No ápice da redemocratização do Brasil, na década de 1980, o Rio assistia ao renascimento do Carnaval de rua com blocos como "Simpatia É Quase Amor", "Barbas", "Suvaco do Cristo", além de tantos outros. Essas histórias são contadas no livro recém-lançado “Meu Bloco na Rua: a retomada do carnaval de rua do Rio de Janeiro”, da jornalista e produtora cultural Rita Fernandes.
Em entrevista ao Brasil de Fato, Rita, que é também presidente da Sebastiana, a Associação Independente dos Blocos de Carnaval de Rua da Zona Sul, afirma que o carnaval de rua do Rio é descentralizado e que ocupa os diversos espaços da cidade, segundo as relações de origem que os blocos têm com esses territórios.
“O 'Carmelitas', por exemplo, precisa permanecer em Santa Teresa, porque conta a história da freira que foge e volta para o convento. O carnaval do Rio é feito na rua, para ocupar a rua. Isso já acontecia no tempo dos cordões, dos ranchos, é um carnaval que não pode ser confinado nem em lugares fechados e nem em circuitos pré-determinados”, lembra a produtora cultural.

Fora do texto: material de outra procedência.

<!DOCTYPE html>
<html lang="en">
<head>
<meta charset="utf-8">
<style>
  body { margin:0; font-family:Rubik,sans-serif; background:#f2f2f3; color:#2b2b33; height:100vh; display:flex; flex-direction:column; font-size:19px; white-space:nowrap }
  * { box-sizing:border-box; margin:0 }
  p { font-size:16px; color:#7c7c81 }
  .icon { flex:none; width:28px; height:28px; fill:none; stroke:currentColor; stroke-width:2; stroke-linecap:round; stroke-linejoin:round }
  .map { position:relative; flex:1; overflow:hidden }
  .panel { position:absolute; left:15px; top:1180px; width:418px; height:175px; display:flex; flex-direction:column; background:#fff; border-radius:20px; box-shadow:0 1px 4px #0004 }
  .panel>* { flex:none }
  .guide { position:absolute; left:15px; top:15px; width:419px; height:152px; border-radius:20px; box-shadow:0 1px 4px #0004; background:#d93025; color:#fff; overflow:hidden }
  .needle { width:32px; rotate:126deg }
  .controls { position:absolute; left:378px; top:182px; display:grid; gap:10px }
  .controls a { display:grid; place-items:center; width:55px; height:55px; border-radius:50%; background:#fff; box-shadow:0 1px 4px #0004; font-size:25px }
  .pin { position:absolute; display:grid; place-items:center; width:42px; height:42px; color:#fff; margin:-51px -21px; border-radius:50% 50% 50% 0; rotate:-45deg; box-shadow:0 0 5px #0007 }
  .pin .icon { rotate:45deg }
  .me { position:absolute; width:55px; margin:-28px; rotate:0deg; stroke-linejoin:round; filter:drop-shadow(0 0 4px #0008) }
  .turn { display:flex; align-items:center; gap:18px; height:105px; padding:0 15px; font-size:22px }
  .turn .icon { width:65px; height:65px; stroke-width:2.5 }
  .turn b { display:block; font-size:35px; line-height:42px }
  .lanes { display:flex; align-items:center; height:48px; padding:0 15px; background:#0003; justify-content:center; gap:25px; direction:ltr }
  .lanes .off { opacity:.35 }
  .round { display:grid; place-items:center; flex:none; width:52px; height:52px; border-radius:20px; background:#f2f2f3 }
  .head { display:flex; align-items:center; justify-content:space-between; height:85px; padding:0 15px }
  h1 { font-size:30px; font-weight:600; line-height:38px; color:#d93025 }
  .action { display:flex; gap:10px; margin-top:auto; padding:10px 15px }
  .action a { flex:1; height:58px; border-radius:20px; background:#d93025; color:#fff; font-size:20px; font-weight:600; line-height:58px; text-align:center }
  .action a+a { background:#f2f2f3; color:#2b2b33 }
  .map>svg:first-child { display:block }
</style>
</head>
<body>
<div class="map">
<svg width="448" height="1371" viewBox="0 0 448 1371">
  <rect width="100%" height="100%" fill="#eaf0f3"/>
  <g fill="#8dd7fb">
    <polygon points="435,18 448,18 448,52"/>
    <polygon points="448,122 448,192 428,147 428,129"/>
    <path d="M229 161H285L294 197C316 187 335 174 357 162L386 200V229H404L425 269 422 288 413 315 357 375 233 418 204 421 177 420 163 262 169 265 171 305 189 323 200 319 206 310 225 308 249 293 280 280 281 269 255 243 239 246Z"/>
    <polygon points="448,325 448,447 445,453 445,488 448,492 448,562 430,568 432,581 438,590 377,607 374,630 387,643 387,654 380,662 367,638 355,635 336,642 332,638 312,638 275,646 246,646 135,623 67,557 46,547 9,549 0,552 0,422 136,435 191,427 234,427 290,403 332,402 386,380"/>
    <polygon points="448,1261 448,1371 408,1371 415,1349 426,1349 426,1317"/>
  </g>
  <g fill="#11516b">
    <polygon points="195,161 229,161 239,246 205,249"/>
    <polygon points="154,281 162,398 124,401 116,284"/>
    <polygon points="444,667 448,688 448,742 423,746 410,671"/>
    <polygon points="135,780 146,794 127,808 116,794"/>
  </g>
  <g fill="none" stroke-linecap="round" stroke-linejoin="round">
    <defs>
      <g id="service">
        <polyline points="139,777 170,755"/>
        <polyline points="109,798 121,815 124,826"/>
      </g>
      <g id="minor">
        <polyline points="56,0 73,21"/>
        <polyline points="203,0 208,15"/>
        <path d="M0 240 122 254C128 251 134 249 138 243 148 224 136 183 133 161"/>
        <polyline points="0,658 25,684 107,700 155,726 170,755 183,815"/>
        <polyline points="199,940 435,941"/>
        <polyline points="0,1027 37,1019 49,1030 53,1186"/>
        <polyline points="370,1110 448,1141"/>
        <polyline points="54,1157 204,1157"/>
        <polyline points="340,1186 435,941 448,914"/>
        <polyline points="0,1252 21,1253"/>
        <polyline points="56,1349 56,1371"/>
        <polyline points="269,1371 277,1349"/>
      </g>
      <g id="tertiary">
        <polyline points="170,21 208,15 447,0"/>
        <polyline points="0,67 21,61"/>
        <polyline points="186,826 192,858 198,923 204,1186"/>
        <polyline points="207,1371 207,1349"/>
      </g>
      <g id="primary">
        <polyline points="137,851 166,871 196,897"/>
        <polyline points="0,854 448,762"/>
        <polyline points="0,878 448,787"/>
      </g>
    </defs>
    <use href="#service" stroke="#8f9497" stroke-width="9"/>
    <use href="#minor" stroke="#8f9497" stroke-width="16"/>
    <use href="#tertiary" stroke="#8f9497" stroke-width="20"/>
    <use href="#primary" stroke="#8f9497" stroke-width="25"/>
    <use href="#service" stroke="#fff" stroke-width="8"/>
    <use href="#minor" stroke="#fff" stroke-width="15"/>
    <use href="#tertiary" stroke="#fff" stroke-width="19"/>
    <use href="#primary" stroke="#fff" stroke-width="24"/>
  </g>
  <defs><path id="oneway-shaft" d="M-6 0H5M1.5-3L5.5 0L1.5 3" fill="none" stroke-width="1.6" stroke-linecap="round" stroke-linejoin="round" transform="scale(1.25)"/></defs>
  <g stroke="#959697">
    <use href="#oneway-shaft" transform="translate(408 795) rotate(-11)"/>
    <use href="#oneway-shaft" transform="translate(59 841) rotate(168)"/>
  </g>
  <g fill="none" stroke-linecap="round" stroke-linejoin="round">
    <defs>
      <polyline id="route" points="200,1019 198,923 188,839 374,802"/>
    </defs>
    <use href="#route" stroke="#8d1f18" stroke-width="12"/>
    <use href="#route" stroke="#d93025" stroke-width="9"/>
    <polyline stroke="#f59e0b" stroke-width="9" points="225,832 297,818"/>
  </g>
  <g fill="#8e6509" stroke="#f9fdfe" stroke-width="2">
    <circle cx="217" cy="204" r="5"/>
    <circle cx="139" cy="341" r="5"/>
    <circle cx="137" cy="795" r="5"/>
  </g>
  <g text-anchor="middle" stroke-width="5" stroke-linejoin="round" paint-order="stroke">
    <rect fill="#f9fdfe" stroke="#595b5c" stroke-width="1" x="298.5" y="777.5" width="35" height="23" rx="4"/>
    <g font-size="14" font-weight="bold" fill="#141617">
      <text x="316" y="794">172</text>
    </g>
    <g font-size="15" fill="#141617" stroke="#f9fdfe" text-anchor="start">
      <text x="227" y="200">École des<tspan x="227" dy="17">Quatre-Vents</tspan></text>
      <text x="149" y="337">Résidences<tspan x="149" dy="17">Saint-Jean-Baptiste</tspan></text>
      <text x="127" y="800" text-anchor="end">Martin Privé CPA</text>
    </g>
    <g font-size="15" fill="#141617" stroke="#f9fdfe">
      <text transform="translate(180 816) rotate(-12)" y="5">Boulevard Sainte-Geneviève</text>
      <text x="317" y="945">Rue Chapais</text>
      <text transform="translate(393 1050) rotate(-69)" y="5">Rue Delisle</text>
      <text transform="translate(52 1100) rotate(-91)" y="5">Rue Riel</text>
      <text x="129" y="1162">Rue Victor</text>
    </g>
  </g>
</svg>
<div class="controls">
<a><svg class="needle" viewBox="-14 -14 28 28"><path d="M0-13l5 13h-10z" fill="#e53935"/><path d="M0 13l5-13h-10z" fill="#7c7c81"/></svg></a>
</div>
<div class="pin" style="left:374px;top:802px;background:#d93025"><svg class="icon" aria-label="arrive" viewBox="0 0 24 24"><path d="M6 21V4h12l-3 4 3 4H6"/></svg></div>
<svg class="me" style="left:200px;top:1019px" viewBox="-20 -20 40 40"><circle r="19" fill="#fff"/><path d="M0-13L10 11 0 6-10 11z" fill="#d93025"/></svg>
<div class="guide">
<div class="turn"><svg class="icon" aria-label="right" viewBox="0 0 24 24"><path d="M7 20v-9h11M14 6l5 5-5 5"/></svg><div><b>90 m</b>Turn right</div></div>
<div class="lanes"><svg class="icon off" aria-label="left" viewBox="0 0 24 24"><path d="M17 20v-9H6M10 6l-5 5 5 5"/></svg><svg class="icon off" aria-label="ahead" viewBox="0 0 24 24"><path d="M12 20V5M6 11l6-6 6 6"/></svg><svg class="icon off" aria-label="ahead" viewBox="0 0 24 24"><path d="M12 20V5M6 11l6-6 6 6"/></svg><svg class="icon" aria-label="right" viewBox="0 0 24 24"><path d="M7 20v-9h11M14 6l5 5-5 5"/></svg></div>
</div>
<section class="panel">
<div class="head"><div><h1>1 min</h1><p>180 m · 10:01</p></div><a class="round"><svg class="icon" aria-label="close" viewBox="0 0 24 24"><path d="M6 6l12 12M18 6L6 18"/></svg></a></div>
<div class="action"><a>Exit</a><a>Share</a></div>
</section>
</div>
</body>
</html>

Sinal de que a rebeldia e a contestação continuam dando o tom da folia, os sambas que os blocos levam às ruas daqui a menos de duas semanas contestam o poder público nas esferas federal, estadual e municipal, como faz o "Simpatia É Quase Amor": “Ninguém manda no meu carnaval: nem pastor, nem capitão, nem o juiz”, diz um trecho da canção, em clara alusão ao prefeito Marcelo Crivella, ao presidente Jair Bolsonaro e ao governador Wilson Witzel.
Lutas identitárias
As lutas identitárias também estão em pauta no carnaval. Há 12 anos nas ruas do Rio, o "Toco-Xona" atrai um grande público, é “formado pela força sapatona”, como afirmam as organizadoras, e já homenageou Rita Lee, Madonna, Cássia Eller, Carmem Miranda, Hebe Camargo e Amy Winehouse. A letra deste ano é “Empodera”.
“Ao longo de toda história / Sofremos opressão / Crimes de violência / Discriminação / Contra o patriarcado / Misógino e machista / Muitas se arriscaram / Na luta feminista”, diz a letra de Michele Krimer, co-fundadora e maestrina do Toco-Xona. O bloco faz ensaio na Gamboa no próximo sábado (23) e desfilará no Aterro do Flamengo no domingo (3) a partir das 10h.
Idealizadora e co-fundadora do "Toco-Xona", Bruna Capistrano lembra que a pegada LGBTQI+ do bloco ficou mais forte recentemente, após um discurso de Madonna sobre a necessidade de a mulher se posicionar frente a uma série de opressões no mundo. Com desfile marcado na semana do Dia Internacional da Mulher, o bloco terá um tom mais feminista.
“Defendemos a força da mulher sapatão, mas somos mulheres acima de tudo. Nosso carnaval desse ano é cantado para as mulheres e vai ter músicas feitas por elas. Nesse cenário de presidência homofóbica, governo homofóbico e prefeitura com traços claros em relação à homofobia, a gente se afirma como resistência e grita que a rua é nosso lugar”, conta Bruna.
Regras
Para Rita Fernandes, da Sebastiana, as obrigações que a Prefeitura do Rio vinha tentando atribuir aos blocos com mais de 5 mil pessoas, como a presença de seguranças, postos médicos e ambulâncias, não vão impedir que a festa aconteça. Em acordo feito entre o prefeito do Rio Marcelo Crivella, os blocos e o Ministério Público, a prefeitura decidiu recuar na decisão.
“Com regras ou sem regras, o carnaval acaba acontecendo porque ele naturalmente é livre, espontâneo, libertário e anárquico. O melhor é que a gente possa dialogar para planejar os serviços da cidade. Os blocos todos, de maneira geral, fazem um movimento de resistência muito forte em prol das características culturais e da identidade do que é o Rio de Janeiro. É isso que a gente precisa manter e é por isso que a gente tem lutado e tem resistido. Estamos na rua!”, afirma a produtora cultural.